Northeastern Section–41st Annual Meeting (20–22 March 2006)

Paper No. 8
Presentation Time: 7:00 PM-9:30 PM


SERRANO, Dolores1, HORVATH, Lisa1, LINDSAY, Kimberly2, MILLER, Richard1, WINTER, Jay3 and NIKITINA, Daria1, (1)Department of Earth Sciences, California University of Pennsylvania, 250 University Ave, California, PA 15419, (2)California Univ of Pennsylvania, California, PA 15419, (3)Department of Environmental Protection, California District Mining Office, 25 Technology Drive, California Technology Park, Coal Center, PA 15423,

The purpose of the study was to assess environmental condition of Pike Run Watershed, PA. Pike Run is a tributary to Monongahela River and consists of 5 sub-basins. The objectives of the study were to determine the affect of coal mining history, the land use, and recently opened highway on watershed. The study area has a history of coal mining for almost 120 years. Rock units of Upper Pennsylvanian cyclotherm, including sandstone, shale, siltstone, mudstone, limestone, and coal are exposed at the surface of subbasins. Recent Quaternary alluvium is present in the stream valley bottoms. The Pittsburgh Coal Seam outcrops within the watershed. It ranges in thickness from six to fourteen feet. The coal was removed using both surface and underground techniques. Land uses noted in the area of the watershed include agriculture, forest, rural residential, light industrial, and oil production. Specified chemical, biological, and visual parameters were used to evaluate the watershed's condition: EPA's chemical standards for stream water quality (025 Pa. Code 93.7 Specific Water Quality Criteria), Stream Habitat Assessment Procedure (#EPA 841-B-97-003), and USDA's Stream Visual Assessment Protocol. The quality of the watershed varied depending on land use, mining history, and the reclamation of coal mines. The overall health of the watershed appears to be fair but in specific areas the damage from mining and agriculture is evident.

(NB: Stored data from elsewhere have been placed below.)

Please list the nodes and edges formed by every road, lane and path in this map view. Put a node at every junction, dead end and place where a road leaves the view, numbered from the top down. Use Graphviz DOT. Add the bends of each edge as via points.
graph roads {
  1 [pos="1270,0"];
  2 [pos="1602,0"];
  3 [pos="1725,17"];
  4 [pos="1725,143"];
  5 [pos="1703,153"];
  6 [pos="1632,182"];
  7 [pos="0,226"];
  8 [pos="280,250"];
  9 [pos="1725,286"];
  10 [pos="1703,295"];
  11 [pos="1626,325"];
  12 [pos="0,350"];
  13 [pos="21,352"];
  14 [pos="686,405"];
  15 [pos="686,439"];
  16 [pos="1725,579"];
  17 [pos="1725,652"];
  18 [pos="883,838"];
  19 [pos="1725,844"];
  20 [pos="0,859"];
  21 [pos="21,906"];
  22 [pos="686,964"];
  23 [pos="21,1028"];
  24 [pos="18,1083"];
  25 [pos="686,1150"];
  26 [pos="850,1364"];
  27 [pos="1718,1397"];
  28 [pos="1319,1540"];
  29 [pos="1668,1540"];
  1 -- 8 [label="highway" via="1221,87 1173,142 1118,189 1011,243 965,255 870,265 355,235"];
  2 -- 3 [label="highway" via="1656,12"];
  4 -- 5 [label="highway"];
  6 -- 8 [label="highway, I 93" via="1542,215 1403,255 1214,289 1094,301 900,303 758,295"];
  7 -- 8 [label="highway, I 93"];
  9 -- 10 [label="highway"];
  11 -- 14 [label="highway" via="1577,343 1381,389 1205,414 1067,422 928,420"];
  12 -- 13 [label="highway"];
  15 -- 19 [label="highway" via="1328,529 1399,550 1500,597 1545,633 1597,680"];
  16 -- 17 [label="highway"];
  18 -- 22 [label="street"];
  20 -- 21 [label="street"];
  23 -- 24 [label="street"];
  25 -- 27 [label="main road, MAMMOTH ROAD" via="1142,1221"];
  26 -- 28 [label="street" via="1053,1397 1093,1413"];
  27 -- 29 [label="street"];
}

The physical characteristics of the stream were determined to be in fair conditions except mass wasting and stream bank erosion in areas of agricultural use or poor mine reclamation. Water chemistry parameters indicated high concentrations of sulfate, phosphorous and high alkalinity at selected sites. These possibly related to acid mine drainage (AMD) and agricultural run-off. Other water quality parameters were found acceptable. The construction of Route 43 may have assisted with reclamation of the surface after mining and overall water quality improvement of the watershed. To protect stream from bank erosion and agricultural run-off stream fencing is recommended. Monitoring of stream water quality is a necessity in order to determine remained sources of non-point pollutant related to AMD.